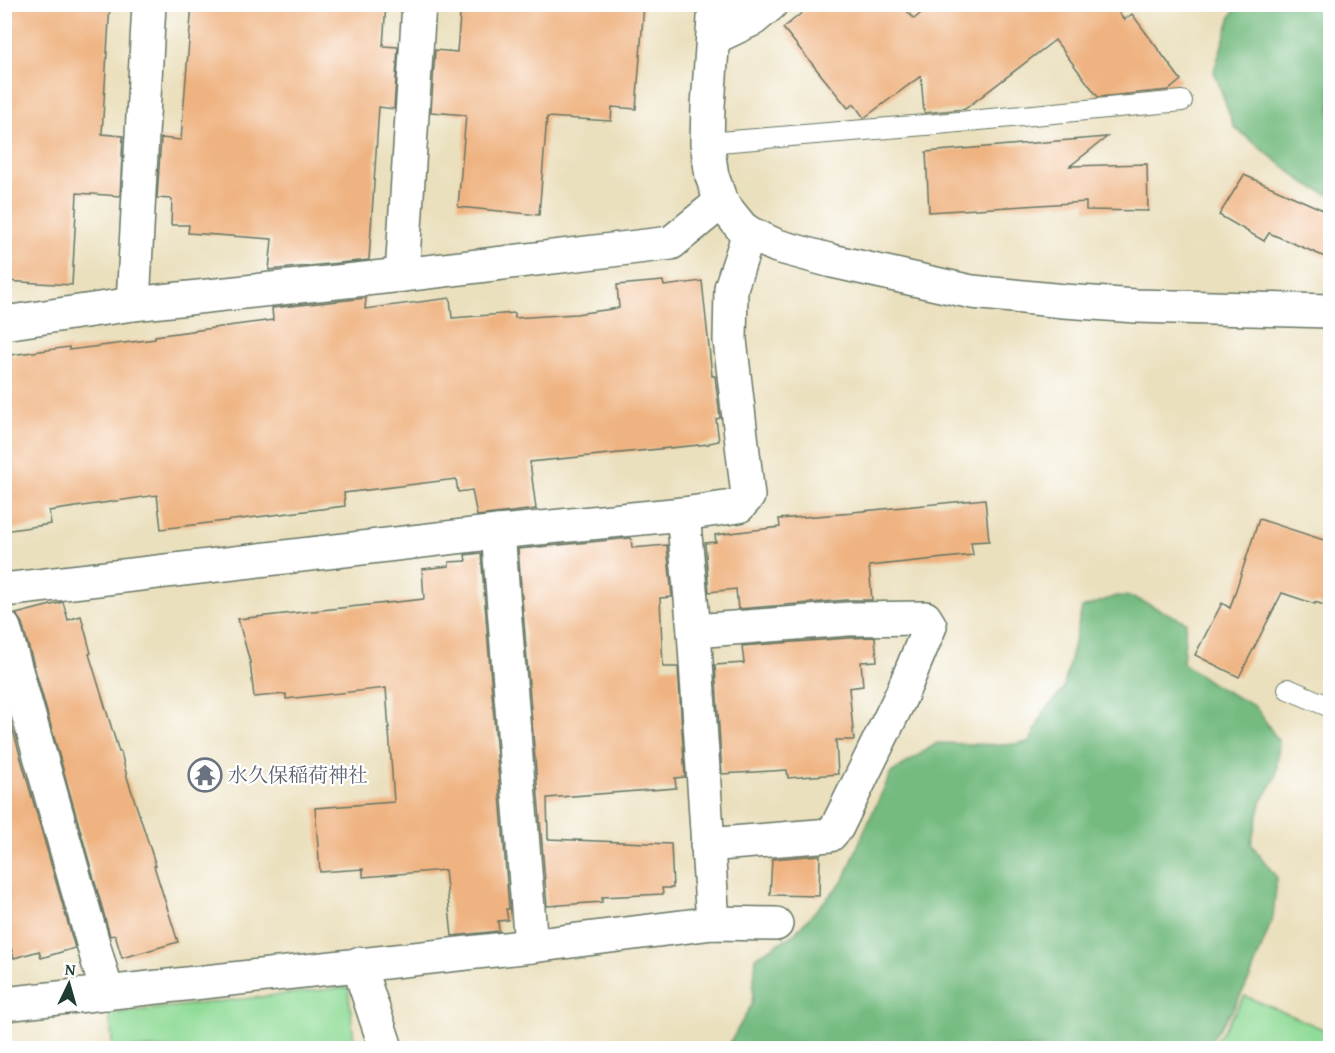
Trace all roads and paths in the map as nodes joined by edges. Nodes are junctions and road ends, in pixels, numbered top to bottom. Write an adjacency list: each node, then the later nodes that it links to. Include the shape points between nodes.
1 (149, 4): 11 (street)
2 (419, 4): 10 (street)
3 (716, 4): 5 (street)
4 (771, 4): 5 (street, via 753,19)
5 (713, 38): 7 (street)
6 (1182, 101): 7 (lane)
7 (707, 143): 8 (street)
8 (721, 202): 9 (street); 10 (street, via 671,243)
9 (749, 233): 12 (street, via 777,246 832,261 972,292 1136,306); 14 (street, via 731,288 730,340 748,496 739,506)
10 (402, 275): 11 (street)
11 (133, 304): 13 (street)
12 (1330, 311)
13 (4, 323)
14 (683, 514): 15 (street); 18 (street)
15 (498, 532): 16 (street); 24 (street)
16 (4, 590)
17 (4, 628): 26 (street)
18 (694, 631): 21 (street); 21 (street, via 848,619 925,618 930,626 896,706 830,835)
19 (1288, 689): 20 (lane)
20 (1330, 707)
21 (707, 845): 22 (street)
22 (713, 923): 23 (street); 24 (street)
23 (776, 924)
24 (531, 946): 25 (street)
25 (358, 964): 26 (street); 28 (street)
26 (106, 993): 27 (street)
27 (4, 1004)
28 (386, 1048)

▬▬▬▬▬▬

Required action:
Without any of the pictures, reproduce the listing above exactly.

Your solution:
Trace all roads and paths in the map as nodes joined by edges. Nodes are junctions and road ends, in pixels, numbered top to bottom. Write an adjacency list: each node, then the later nodes that it links to. Include the shape points between nodes.
1 (149, 4): 11 (street)
2 (419, 4): 10 (street)
3 (716, 4): 5 (street)
4 (771, 4): 5 (street, via 753,19)
5 (713, 38): 7 (street)
6 (1182, 101): 7 (lane)
7 (707, 143): 8 (street)
8 (721, 202): 9 (street); 10 (street, via 671,243)
9 (749, 233): 12 (street, via 777,246 832,261 972,292 1136,306); 14 (street, via 731,288 730,340 748,496 739,506)
10 (402, 275): 11 (street)
11 (133, 304): 13 (street)
12 (1330, 311)
13 (4, 323)
14 (683, 514): 15 (street); 18 (street)
15 (498, 532): 16 (street); 24 (street)
16 (4, 590)
17 (4, 628): 26 (street)
18 (694, 631): 21 (street); 21 (street, via 848,619 925,618 930,626 896,706 830,835)
19 (1288, 689): 20 (lane)
20 (1330, 707)
21 (707, 845): 22 (street)
22 (713, 923): 23 (street); 24 (street)
23 (776, 924)
24 (531, 946): 25 (street)
25 (358, 964): 26 (street); 28 (street)
26 (106, 993): 27 (street)
27 (4, 1004)
28 (386, 1048)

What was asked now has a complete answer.